Voici leur discussion :

La conversation se traîna quelque temps dans les lieux communs, puis elle tomba tout à fait, et le silence ne fut plus interrompu que par le pétillement du feu et par les soupirs de la duchesse.

« Est-ce que tu es malade ? dit sèchement Mme de Rias sans lever les yeux de sa broderie.
— Pourquoi me demandes-tu cela ?
— Tu ne fais que soupirer.
— Oui…, je suis un peu souffrante… et puis, j’ai envie de pleurer…
— Pourquoi as-tu envie de pleurer ?
— Que veux-tu !… Toujours la même chose !
— Quelle chose ?
— Je suis si malheureuse avec mon mari !
— Et tu as espéré être plus heureuse avec le mien ? » dit Mme de Rias, dressant brusquement la tête et regardant la duchesse en face.

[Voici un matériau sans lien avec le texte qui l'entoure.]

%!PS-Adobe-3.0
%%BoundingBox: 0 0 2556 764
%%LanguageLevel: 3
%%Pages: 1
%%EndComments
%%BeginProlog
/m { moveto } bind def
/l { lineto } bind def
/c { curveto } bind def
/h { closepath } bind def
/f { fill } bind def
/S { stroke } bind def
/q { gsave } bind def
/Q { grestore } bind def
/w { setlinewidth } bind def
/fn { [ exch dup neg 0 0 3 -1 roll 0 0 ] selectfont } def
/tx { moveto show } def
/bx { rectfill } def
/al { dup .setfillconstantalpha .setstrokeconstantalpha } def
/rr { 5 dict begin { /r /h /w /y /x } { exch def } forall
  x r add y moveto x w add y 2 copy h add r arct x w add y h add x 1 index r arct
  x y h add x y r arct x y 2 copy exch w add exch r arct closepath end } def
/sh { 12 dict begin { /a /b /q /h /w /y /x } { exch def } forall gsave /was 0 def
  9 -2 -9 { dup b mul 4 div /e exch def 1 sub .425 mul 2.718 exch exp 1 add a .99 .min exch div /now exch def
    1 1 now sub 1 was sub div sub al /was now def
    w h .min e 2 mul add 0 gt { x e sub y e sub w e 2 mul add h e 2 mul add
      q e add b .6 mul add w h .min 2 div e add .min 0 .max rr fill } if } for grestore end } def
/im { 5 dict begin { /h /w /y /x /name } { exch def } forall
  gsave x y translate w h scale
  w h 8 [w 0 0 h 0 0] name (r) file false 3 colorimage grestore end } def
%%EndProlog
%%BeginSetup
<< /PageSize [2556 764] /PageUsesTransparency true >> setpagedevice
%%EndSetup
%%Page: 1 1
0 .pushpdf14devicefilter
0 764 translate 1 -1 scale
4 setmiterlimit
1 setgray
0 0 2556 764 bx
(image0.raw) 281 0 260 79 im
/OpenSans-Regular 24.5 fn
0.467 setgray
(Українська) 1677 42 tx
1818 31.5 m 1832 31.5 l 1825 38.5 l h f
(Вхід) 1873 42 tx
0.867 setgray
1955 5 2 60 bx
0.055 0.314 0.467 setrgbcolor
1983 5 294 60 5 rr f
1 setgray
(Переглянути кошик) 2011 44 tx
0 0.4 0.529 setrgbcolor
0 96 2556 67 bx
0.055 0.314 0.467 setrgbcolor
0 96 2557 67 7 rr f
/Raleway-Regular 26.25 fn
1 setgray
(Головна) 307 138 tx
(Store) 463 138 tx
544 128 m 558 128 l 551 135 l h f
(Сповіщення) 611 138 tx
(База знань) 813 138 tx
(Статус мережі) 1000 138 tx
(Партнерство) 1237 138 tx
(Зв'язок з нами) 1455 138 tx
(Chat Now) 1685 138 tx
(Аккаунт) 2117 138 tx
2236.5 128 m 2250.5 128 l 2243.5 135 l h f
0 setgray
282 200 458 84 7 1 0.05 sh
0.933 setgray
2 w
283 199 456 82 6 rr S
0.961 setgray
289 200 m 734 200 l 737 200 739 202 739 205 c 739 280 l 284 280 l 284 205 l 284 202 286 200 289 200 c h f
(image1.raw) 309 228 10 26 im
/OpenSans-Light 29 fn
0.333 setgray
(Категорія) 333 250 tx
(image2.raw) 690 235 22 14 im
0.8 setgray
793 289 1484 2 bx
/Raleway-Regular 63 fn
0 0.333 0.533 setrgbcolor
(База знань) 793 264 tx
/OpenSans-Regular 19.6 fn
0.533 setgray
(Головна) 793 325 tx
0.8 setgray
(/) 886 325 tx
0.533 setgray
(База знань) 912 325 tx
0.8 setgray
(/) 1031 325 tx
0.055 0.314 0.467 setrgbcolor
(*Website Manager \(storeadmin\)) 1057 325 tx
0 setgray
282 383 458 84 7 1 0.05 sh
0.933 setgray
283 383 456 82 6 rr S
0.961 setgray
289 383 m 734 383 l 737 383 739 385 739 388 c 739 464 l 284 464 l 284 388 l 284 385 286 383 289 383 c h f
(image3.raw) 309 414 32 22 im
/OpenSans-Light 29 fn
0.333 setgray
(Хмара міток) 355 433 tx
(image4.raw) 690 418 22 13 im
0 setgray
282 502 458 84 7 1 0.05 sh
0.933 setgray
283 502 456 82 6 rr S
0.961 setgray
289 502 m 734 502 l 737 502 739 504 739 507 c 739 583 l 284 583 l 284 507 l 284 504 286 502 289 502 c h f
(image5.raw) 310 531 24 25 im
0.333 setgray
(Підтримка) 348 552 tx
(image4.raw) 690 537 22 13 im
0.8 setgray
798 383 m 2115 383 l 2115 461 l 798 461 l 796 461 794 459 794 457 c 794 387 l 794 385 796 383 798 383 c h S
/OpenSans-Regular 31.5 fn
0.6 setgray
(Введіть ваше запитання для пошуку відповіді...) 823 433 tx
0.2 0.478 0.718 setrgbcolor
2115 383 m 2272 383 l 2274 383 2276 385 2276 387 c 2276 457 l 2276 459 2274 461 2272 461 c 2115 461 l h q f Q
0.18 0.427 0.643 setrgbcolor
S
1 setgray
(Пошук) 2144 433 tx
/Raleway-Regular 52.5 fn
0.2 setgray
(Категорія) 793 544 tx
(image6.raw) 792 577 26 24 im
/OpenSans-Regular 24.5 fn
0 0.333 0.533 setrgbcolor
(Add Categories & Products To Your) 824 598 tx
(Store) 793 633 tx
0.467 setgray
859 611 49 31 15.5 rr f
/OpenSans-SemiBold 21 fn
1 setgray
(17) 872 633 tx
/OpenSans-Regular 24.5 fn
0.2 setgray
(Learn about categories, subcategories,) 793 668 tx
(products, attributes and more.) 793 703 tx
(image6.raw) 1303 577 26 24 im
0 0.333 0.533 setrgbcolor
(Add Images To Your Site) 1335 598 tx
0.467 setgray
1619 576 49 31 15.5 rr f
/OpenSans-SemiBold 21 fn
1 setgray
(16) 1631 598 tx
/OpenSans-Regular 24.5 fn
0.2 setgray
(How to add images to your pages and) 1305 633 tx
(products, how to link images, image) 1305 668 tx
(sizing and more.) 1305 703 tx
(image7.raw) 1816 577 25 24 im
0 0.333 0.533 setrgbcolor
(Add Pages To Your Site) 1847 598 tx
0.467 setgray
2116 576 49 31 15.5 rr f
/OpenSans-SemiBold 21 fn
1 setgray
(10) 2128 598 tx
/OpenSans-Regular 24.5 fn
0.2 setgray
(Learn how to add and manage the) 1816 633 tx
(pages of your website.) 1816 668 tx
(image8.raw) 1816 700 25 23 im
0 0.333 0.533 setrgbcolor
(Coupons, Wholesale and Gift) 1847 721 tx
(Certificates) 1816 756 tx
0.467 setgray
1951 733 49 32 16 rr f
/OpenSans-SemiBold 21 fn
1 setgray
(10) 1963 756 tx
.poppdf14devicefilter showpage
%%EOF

Mme d’Estrény, après quelques secondes de muette confusion, se laissa glisser aux pieds de sa cousine, et, pâmée dans l’ampleur de ses jupes, elle fondit en larmes :

« Que dois-tu penser de moi ? murmura-telle.
— Je pense que tu n’es pas une bonne amie… Voilà ce que je pense.
— Je t’assure que si, je t’assure… C’est un moment de folie !… J’ai été jalouse de toi, de ton bonheur, c’est vrai… ; mais j’ai été si punie, si humiliée… J’ai si bien vu qu’il ne m’aimait pas, ton mari !
— Ce n’est pas à moi de t’en consoler, je suppose ?
— Il n’aime que toi, va, sois tranquille.
— Ce n’est pas ta faute, franchement… Voyons, relève-toi, Sabine… Je t’ai dit ce que j’avais sur le cœur… N’en parlons plus.
— Je t’ai fait beaucoup de peine, Marie ? dit la duchesse, dont les larmes redoublèrent.
— Beaucoup, dit Marie, qui commença elle-même à s’attendrir.
— Ma pauvre chérie !
— J’avais tant de confiance en toi ! reprit Mme de Rias d’une voix suffoquée.
— Mon Dieu ! Mon Dieu ! » dit la duchesse.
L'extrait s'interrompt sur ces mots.